ASSIGNMENT:
Starting at the line that holds "Instruction: Summarize the", transcribe every line to the end of the data exactly; include no other lines.

Data items:
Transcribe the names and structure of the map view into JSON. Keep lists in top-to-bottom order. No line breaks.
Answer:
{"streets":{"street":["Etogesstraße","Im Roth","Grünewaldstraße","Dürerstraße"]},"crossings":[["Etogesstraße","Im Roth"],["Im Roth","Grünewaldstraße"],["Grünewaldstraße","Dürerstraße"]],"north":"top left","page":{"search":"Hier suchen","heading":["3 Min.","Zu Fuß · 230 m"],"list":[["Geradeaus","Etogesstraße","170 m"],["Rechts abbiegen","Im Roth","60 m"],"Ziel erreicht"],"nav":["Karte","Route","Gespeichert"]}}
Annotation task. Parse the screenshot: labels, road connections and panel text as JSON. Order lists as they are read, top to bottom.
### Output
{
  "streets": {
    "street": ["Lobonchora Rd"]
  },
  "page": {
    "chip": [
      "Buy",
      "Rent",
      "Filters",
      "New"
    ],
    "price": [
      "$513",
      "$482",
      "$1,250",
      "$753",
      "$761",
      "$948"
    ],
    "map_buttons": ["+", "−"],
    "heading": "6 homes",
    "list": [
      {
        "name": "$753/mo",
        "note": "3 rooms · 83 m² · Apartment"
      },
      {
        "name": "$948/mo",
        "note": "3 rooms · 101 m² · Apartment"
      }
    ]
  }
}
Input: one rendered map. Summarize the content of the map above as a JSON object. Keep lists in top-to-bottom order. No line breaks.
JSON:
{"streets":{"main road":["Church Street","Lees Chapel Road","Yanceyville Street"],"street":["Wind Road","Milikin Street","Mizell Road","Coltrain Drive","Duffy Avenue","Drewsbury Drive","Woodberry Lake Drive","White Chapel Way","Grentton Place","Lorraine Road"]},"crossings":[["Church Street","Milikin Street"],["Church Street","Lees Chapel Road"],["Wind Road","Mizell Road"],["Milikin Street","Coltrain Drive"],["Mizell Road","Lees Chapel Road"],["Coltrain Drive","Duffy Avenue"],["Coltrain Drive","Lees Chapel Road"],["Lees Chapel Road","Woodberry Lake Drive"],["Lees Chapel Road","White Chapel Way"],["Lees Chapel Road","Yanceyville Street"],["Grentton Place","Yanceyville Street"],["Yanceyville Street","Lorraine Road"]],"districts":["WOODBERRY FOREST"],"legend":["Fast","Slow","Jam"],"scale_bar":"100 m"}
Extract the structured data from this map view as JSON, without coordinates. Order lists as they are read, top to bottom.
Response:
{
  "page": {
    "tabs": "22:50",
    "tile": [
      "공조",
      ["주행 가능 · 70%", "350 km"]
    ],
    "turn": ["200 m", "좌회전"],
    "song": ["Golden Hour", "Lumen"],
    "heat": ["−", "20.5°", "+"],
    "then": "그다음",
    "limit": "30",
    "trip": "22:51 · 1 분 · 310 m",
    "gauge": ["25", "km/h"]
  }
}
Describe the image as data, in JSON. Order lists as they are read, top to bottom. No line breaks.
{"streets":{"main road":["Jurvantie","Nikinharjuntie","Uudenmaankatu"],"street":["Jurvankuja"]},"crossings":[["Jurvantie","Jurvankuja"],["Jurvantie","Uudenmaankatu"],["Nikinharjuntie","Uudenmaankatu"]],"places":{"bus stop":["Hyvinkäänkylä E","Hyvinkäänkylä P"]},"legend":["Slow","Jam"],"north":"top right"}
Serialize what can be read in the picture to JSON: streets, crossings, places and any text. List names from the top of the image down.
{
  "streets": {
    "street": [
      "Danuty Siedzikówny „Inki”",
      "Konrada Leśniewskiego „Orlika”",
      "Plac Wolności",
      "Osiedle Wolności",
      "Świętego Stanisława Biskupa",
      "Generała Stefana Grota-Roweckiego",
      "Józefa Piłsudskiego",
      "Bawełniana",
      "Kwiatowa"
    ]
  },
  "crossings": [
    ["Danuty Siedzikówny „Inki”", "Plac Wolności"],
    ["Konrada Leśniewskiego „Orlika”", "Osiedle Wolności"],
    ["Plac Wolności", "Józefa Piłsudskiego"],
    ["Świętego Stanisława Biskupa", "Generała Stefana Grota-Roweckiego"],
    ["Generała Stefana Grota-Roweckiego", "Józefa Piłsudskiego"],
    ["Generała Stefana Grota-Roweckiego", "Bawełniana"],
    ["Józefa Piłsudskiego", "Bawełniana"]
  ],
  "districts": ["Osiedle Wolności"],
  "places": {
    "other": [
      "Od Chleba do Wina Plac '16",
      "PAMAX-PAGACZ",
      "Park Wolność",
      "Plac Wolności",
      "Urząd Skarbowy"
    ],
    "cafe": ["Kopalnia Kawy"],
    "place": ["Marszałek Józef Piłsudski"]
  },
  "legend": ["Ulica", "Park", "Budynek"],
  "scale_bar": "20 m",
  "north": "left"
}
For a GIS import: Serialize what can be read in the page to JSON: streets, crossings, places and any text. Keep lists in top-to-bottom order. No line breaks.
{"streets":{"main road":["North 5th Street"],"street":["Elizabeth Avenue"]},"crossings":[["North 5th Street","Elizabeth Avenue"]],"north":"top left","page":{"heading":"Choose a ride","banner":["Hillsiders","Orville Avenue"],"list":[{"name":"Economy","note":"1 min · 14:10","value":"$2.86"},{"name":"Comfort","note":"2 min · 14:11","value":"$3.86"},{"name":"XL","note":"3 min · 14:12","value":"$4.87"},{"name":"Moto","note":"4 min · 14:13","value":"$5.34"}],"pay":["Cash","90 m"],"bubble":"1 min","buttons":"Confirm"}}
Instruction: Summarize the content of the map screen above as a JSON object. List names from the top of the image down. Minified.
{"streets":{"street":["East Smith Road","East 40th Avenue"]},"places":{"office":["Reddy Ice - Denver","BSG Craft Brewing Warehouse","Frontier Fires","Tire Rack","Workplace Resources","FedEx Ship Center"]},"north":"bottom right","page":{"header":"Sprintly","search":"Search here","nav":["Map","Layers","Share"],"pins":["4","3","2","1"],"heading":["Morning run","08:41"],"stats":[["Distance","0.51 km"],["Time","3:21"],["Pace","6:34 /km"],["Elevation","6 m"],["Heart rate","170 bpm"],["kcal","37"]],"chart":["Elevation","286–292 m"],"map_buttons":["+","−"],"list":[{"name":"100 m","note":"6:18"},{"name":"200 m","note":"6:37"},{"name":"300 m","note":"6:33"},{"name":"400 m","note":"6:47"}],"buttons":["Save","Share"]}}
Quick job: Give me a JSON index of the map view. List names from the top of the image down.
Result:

RESPONSE BELOW:
Instruction: Summarize the content of the map screen above as a JSON object. List names from the top of the image down. Minified.
{"streets":{"street":["East Smith Road","East 40th Avenue"]},"places":{"office":["Reddy Ice - Denver","BSG Craft Brewing Warehouse","Frontier Fires","Tire Rack","Workplace Resources","FedEx Ship Center"]},"north":"bottom right","page":{"header":"Sprintly","search":"Search here","nav":["Map","Layers","Share"],"pins":["4","3","2","1"],"heading":["Morning run","08:41"],"stats":[["Distance","0.51 km"],["Time","3:21"],["Pace","6:34 /km"],["Elevation","6 m"],["Heart rate","170 bpm"],["kcal","37"]],"chart":["Elevation","286–292 m"],"map_buttons":["+","−"],"list":[{"name":"100 m","note":"6:18"},{"name":"200 m","note":"6:37"},{"name":"300 m","note":"6:33"},{"name":"400 m","note":"6:47"}],"buttons":["Save","Share"]}}
Quick job: Give me a JSON index of the map view. List names from the top of the image down.
Result:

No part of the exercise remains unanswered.